= Danish football league system =

Series of interconnected leagues in Denmark

The Danish football league system, also known as the football league pyramid, refers to the hierarchically interconnected league structure for association football in Denmark, in which all divisions are bound together by the principle of promotion and relegation. Within men's association football, the top two professional levels contain one division each. Below this, the semi-professional and amateur levels have progressively more parallel divisions, which each cover progressively smaller geographic areas. The top four tiers are classed as nationwide, while the fifth tier and below are classed provincial leagues. Teams that finish at the top of their division at the end of each season can rise higher in the pyramid, while those that finish at the bottom find themselves sinking further down. In theory it is possible for even the lowest local amateur club to rise to the top of the system and become Danish football champions one day. The number of teams promoted and relegated between the divisions varies, and promotion to the upper levels of the pyramid is usually contingent on meeting additional criteria, especially concerning appropriate facilities and finances.

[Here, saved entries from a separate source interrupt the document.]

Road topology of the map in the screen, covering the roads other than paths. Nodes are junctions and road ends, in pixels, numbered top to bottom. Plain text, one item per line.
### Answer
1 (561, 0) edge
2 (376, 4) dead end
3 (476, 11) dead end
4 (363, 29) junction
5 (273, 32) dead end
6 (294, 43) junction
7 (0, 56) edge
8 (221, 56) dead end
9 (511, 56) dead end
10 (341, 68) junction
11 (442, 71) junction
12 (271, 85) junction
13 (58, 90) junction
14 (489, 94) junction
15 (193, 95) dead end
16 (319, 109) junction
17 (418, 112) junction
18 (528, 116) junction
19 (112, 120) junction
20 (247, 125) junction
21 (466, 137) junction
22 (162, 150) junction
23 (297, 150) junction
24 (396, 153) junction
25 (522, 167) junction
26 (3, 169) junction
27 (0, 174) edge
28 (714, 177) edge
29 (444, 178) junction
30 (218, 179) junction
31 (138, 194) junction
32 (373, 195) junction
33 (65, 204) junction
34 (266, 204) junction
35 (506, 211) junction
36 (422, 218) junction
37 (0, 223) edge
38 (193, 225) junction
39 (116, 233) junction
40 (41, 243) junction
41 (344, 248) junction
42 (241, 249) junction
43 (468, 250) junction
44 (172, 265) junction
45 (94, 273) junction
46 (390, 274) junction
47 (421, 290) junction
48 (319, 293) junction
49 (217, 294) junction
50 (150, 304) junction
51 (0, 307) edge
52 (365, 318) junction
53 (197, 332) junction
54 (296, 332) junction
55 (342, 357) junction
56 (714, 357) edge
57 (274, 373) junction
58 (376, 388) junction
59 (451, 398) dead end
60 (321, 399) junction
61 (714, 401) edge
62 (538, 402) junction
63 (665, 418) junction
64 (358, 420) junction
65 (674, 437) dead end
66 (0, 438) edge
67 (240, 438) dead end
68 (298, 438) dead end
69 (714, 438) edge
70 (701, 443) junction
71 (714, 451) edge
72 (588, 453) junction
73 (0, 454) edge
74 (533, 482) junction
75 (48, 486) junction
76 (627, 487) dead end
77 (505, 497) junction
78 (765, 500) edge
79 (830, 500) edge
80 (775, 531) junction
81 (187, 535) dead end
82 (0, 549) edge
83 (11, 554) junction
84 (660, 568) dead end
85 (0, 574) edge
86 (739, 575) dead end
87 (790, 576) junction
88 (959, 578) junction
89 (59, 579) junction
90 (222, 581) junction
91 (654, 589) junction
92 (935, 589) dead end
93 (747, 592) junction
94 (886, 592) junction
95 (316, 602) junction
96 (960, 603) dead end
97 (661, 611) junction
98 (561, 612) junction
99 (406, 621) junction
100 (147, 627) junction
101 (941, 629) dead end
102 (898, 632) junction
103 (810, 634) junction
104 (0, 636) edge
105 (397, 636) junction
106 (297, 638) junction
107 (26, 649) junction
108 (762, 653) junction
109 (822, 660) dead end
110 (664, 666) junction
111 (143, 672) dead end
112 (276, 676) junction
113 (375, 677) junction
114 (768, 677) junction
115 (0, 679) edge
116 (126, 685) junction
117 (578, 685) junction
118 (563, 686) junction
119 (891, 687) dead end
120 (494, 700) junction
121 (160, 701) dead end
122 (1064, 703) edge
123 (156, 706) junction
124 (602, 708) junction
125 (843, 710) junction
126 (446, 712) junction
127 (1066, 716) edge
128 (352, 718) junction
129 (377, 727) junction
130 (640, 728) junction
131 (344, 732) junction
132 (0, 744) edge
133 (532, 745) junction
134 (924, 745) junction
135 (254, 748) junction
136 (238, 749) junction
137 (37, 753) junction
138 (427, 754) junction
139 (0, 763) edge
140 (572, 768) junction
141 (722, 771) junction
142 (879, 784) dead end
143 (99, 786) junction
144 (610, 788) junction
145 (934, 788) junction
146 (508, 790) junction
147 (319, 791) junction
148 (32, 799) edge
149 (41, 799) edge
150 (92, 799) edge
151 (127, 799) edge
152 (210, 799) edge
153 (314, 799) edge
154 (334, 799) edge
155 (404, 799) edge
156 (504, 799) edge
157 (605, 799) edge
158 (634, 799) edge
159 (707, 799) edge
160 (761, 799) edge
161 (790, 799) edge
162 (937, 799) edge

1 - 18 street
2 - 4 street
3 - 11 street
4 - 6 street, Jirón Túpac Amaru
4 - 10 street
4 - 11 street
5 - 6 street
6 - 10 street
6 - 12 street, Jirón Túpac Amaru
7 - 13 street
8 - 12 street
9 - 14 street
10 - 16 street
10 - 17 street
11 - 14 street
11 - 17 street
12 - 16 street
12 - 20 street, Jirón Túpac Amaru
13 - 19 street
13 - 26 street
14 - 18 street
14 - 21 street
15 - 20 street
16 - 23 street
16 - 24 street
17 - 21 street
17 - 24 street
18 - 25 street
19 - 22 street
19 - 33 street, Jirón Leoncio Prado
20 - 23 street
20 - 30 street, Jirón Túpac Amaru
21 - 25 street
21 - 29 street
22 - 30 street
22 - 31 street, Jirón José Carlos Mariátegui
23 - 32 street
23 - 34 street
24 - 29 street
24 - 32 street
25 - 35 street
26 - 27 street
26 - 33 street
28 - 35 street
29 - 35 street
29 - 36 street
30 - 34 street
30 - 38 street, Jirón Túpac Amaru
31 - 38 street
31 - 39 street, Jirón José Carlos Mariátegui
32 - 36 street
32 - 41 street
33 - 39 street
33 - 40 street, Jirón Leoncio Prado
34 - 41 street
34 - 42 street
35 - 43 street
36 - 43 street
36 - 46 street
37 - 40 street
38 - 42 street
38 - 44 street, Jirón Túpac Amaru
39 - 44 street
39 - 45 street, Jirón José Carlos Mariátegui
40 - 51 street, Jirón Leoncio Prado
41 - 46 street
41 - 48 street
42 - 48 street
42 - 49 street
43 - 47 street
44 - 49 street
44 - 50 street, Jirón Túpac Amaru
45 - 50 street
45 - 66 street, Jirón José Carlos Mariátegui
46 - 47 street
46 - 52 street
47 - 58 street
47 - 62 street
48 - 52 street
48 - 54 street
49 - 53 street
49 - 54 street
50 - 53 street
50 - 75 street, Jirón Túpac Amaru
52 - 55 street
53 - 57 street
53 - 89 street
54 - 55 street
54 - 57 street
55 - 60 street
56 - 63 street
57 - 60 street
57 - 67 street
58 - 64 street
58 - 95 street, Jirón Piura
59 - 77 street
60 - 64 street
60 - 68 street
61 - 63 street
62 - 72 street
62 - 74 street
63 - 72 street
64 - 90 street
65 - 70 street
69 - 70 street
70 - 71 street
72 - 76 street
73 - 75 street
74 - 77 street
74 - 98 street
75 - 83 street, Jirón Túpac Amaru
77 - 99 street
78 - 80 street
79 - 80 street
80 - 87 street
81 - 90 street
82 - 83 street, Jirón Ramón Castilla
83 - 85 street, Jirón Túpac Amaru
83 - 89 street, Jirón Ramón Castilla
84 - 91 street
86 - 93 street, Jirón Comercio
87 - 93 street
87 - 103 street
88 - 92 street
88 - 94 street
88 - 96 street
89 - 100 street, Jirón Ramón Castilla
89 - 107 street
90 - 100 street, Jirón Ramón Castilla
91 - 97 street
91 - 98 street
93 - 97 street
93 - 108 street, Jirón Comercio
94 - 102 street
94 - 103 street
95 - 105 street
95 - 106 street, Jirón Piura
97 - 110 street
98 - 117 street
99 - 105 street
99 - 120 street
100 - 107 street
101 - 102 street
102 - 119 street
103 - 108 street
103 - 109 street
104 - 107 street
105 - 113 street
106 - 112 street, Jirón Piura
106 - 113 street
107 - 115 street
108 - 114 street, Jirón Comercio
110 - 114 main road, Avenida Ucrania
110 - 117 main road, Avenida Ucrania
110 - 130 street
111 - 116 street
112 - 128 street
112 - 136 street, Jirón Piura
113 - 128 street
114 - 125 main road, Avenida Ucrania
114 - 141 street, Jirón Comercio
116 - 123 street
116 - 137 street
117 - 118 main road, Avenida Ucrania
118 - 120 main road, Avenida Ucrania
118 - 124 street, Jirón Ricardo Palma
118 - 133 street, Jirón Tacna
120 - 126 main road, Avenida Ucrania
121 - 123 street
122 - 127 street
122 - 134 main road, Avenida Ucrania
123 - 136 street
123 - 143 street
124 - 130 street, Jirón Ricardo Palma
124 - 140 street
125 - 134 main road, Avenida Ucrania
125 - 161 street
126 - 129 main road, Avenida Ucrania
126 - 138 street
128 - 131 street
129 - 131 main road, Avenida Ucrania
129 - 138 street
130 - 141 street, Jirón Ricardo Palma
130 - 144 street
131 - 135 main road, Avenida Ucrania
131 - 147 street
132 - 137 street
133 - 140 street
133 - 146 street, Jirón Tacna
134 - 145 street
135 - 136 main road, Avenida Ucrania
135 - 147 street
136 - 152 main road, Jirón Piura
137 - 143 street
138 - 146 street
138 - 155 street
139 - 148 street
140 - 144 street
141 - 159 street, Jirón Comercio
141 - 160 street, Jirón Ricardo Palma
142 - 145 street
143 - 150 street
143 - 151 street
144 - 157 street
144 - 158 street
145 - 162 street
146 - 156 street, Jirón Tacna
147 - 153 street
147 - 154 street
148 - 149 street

The league system is held under the jurisdiction of the Danish FA (DBU), Divisionsforeningen (DF) and its six regional associations. The men's senior league system excludes parallel leagues such as the Reserveliga, which runs in conjunction with primarily the Superliga as a national youth developmental and reserve league. The pyramid for women's football in Denmark runs separately with fewer divisions and levels. The women's top-flight league is semi-professional and additional criteria apply, the higher the team is placed in the league system.

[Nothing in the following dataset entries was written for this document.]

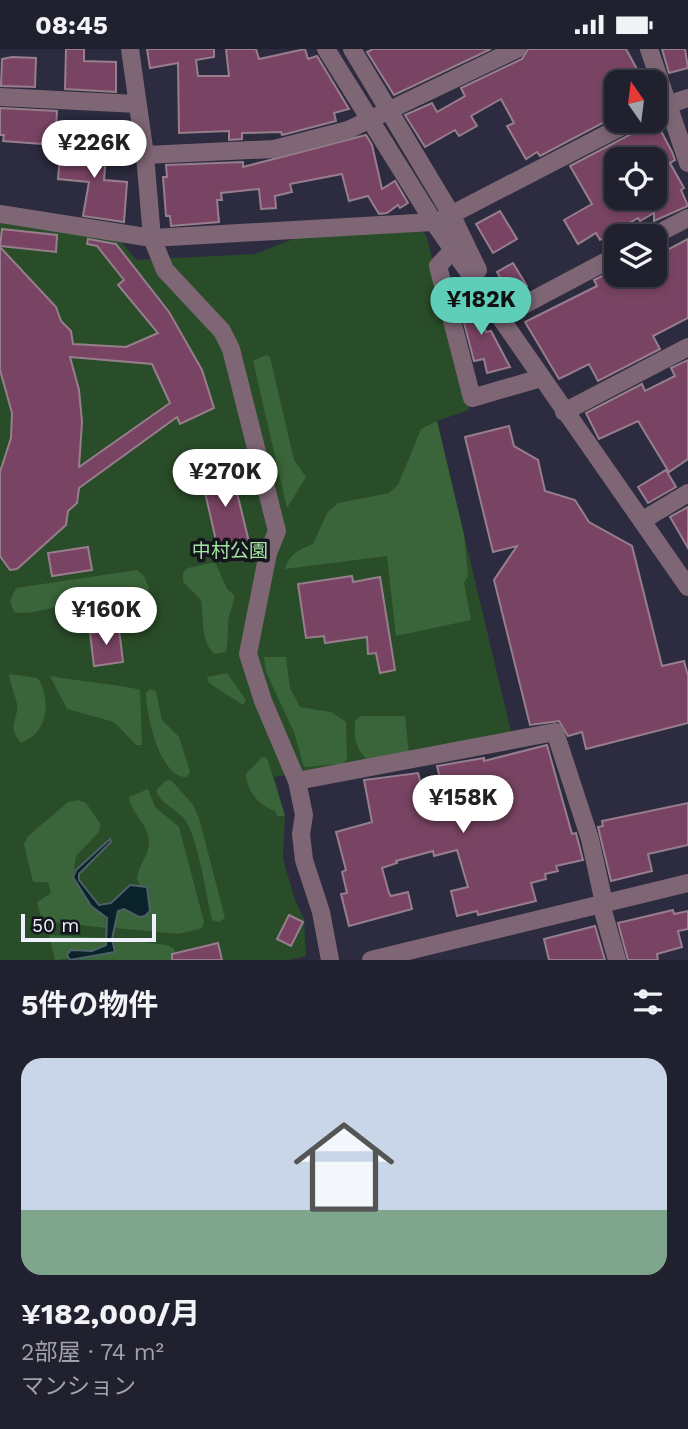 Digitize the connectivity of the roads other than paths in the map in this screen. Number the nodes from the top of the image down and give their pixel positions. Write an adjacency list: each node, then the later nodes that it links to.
1 (130, 49): 9 (street)
2 (326, 49): 13 (street)
3 (352, 49): 11 (street)
4 (517, 49): 11 (street)
5 (649, 49): 6 (street)
6 (653, 70)
7 (0, 97): 9 (street)
8 (688, 98): 10 (street)
9 (138, 104): 15 (street)
10 (667, 104)
11 (389, 111): 13 (street); 18 (street)
12 (667, 119): 16 (street)
13 (369, 120): 15 (street); 20 (street)
14 (609, 133): 18 (street)
15 (145, 155): 22 (street)
16 (688, 163)
17 (0, 214): 22 (street)
18 (451, 214): 20 (street); 25 (street)
19 (688, 218): 21 (street)
20 (434, 223): 22 (street); 23 (street)
21 (667, 229)
22 (152, 238): 32 (street)
23 (453, 250): 25 (street); 27 (street)
24 (604, 262): 25 (street)
25 (501, 317): 27 (street)
26 (688, 347): 28 (street)
27 (541, 378): 28 (street)
28 (564, 412): 30 (street)
29 (688, 493): 30 (street)
30 (643, 520): 31 (street)
31 (688, 587)
32 (297, 781): 34 (street); 36 (street)
33 (688, 883): 34 (street)
34 (602, 904): 35 (street); 38 (street)
35 (421, 954): 37 (street)
36 (330, 960)
37 (372, 960)
38 (617, 960)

The Danish Workers’ Sport Association (DAI) and Danish Gymnastics and Sports Associations (DGI) organize separate football tournaments at grassroots level or as fitness exercise for adults, with DAI previously having run a separate league system. Company football is also organised outside the influence of the national FA.

==Current structure==
===Men's league system===
The Danish football league system is held under the jurisdiction of the national Danish Football Association (DBU) and its professional body Divisionsforeningen (DF), along with its six regional associations. On top of the hierarchical system sit the level one Superliga, level two 1. division, level three 2. division and the level four 3. division, collectively known as the Danmarksturneringen i fodbold (Herre-DM) and referred to as divisionerne, organised by the Divisionsforeningen. The top-flight league is professional, while the second-tier league consists primarily of professional and semi-professional teams, with the third-tier and fourth-tier being a semi-professional league consisting of primarily semi-professional and amateur teams with some professional teams. The four top levels then are followed by the level five Danmarksserien (Herre-DS), the lowest league classed as nationwide and the highest fully amateur league, operated by the Danish geographical boundaries.

The number of promotions and relegations between the highest regional leagues and below are dependent on the number of regional clubs relegated from the fourth tier. This also includes forced relegations of reserve teams, when the first team is being relegated to a lower level with their reserve team present. Reserve teams and mother clubs to superstructures are not allowed in the first four levels. The Reserveliga was created as a parallel competition outside of the league structure to run in conjunction with primarily the Superliga as a national youth developmental and reserve league. A separate league system exist, consisting of amateur clubs, and governed by the Dansk Arbejder Idrætsforbund (DAI).

The table below illustrates the current structure of the system. For each league, its official name in Danish and number of divisions and clubs is given. Each division promotes to the league(s) that lie directly above it and relegates to the league(s) that lie directly below it.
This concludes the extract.